Only the final training checkpoint of each run is included (plus the small config/metadata files saved next to it), so the download stays manageable.
Download
pip install -U huggingface_hub
# Everything (~16 GB)
hf download leekwoon/rcd-ogbench-checkpoints --local-dir ./rcd_checkpoints
# Or a single environment, e.g. HumanoidMaze Medium only
hf download leekwoon/rcd-ogbench-checkpoints \
--include "rcd_ogbench/logs/humanoidmaze-medium-stitch-v0/*" \
--local-dir ./rcd_checkpoints
# Integrity check (optional)
cd rcd_checkpoints && md5sum -c checksums.md5
(Older CLI: huggingface-cli download leekwoon/rcd-ogbench-checkpoints --local-dir ./rcd_checkpoints)
Contents
| Environment | Run (planner) | Checkpoint | Size |
|---|---|---|---|
| humanoidmaze-{medium,large,giant}-stitch-v0 | og_humM_*_o2d_Cd_Stgl_..._T1000 |
state_1800000.pt |
~0.77 GB each |
| humanoidmaze-{medium,large,giant}-stitch-v0 | og_humM_*_o69d_g2d_invdyn_h80_dm5_dout02 (inverse dynamics) |
state_1600000.pt |
~35 MB each |
| antsoccer-{arena,medium}-stitch-v0 | og_antSoc_*_o17d_DiTd768_..._T512 (DiT planner) |
state_1800000.pt |
~1.8 GB each |
| antsoccer-{arena,medium}-stitch-v0 | og_antSoc_*_o42d_g17d_invdyn_* (inverse dynamics) |
state_1800000.pt |
~13 MB each |
| cube-{single,double,triple,quadruple}-play-v0 | og_cube*_DiTd1024dp12_..._T512 (DiT planner) |
state_1600000.pt |
~2.5 GB each |
| cube-{single,double,triple,quadruple}-play-v0 | DQL low-level policy (epoch 200) | actor/critic/critic_target_200.pth |
~2 MB each |
Each planner / inverse-dynamics run directory also contains args.json, model_config.txt,
and the *.pkl config files saved by the trainer.
Usage
The directory layout mirrors the logs/ layout of the CompDiffuser-style codebase, so you can
merge it directly into your repository root:
# Locomotion (HumanoidMaze, AntSoccer)
cp -r rcd_checkpoints/rcd_ogbench/logs/* <your_locomotion_repo>/logs/
# Manipulation (Cube)
cp -r rcd_checkpoints/rcd_ogbench_manipulation/logs/* <your_manipulation_repo>/logs/
The eval configs load checkpoints with diffusion_epoch: 'latest', which resolves to the
included state_*.pt automatically. For example:
# HumanoidMaze Medium rollout
python diffuser/ogb_task/ogb_maze_v1/plan_ogb_stgl_sml.py \
--config config/ogb_hum_maze/og_humM_Me_o2d_Cd_Stgl_PadBuf_Ft64_ts1k_h336_ovlp128_ovdm5_ts512_bs192_bd128_td96_drop02.py
# AntSoccer Arena rollout
python diffuser/ogb_task/ogb_maze_v1/plan_ogb_stgl_sml.py \
--config config/ogb_ant_soc/og_antSoc_Ar_o17d_DiTd768_PadBuf_Ft64_ts512_fs4_h160_ovlp56MditD384.py
Cube low-level (DQL) policy
Cube rollouts use the public MCTD (cube branch) Diffusion-QL performer as the low-level
controller. The epoch-200 checkpoints (the default --dql_epoch 200) are included under
rcd_ogbench_manipulation/dql_results/<env>/.

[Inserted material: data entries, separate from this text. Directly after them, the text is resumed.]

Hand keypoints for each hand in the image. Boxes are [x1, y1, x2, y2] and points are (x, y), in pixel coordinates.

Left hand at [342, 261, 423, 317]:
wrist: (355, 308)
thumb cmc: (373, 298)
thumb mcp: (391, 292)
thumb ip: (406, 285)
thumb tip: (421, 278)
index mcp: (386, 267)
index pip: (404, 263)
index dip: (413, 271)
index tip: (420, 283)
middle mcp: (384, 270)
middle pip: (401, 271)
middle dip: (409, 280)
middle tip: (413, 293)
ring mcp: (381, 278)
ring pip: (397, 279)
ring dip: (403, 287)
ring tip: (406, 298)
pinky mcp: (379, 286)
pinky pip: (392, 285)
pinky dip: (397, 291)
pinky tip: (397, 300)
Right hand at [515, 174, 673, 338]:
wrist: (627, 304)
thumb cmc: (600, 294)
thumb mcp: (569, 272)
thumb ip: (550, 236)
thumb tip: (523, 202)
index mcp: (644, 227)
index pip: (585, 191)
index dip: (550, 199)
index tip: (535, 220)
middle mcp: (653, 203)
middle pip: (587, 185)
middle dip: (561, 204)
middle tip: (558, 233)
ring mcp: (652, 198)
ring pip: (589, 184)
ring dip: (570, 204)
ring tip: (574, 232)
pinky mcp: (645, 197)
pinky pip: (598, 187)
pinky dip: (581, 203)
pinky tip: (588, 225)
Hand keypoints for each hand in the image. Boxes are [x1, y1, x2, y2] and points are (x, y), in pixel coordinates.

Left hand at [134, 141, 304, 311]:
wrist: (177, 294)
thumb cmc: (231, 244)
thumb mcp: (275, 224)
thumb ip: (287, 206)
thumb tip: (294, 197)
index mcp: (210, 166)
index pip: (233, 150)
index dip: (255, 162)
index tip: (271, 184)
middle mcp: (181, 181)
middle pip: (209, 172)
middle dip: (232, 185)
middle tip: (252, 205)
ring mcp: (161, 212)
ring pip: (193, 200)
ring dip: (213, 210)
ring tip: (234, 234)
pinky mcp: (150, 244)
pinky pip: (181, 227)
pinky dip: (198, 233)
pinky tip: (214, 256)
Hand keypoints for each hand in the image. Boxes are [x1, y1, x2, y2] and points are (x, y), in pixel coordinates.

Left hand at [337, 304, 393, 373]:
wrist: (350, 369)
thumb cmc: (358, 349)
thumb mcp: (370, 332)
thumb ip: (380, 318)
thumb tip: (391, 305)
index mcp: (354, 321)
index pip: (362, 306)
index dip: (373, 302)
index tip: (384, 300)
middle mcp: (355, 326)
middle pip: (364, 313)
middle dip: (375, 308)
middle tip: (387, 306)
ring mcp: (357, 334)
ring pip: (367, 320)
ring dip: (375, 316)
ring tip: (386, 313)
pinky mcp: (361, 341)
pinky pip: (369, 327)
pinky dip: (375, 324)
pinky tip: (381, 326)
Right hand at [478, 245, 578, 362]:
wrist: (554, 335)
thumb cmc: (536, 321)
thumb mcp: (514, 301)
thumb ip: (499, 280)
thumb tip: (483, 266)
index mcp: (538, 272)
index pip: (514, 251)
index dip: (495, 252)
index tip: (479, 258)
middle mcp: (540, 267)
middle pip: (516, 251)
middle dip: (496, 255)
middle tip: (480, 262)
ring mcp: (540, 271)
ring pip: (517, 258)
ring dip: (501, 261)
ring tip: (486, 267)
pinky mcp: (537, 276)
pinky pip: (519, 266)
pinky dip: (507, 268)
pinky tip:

The eval script (eval_cube_multi_mctd_rollout.py) expects them under
external/mctd_cube_public/dql/results/<run_name>/, where the original run name is
<env>|exp|diffusion-ql|T-5|lr_decay|ms-offline|k-1|0|3|1.0|False|cql_antmaze|0.2|4.0|10
(we renamed the folders here because | is not portable). Either restore that folder name,
or simply pass --dql_dir <path> to the eval script.
Citation
If you use these checkpoints, please cite the RCD paper and CompDiffuser (arXiv:2503.05153).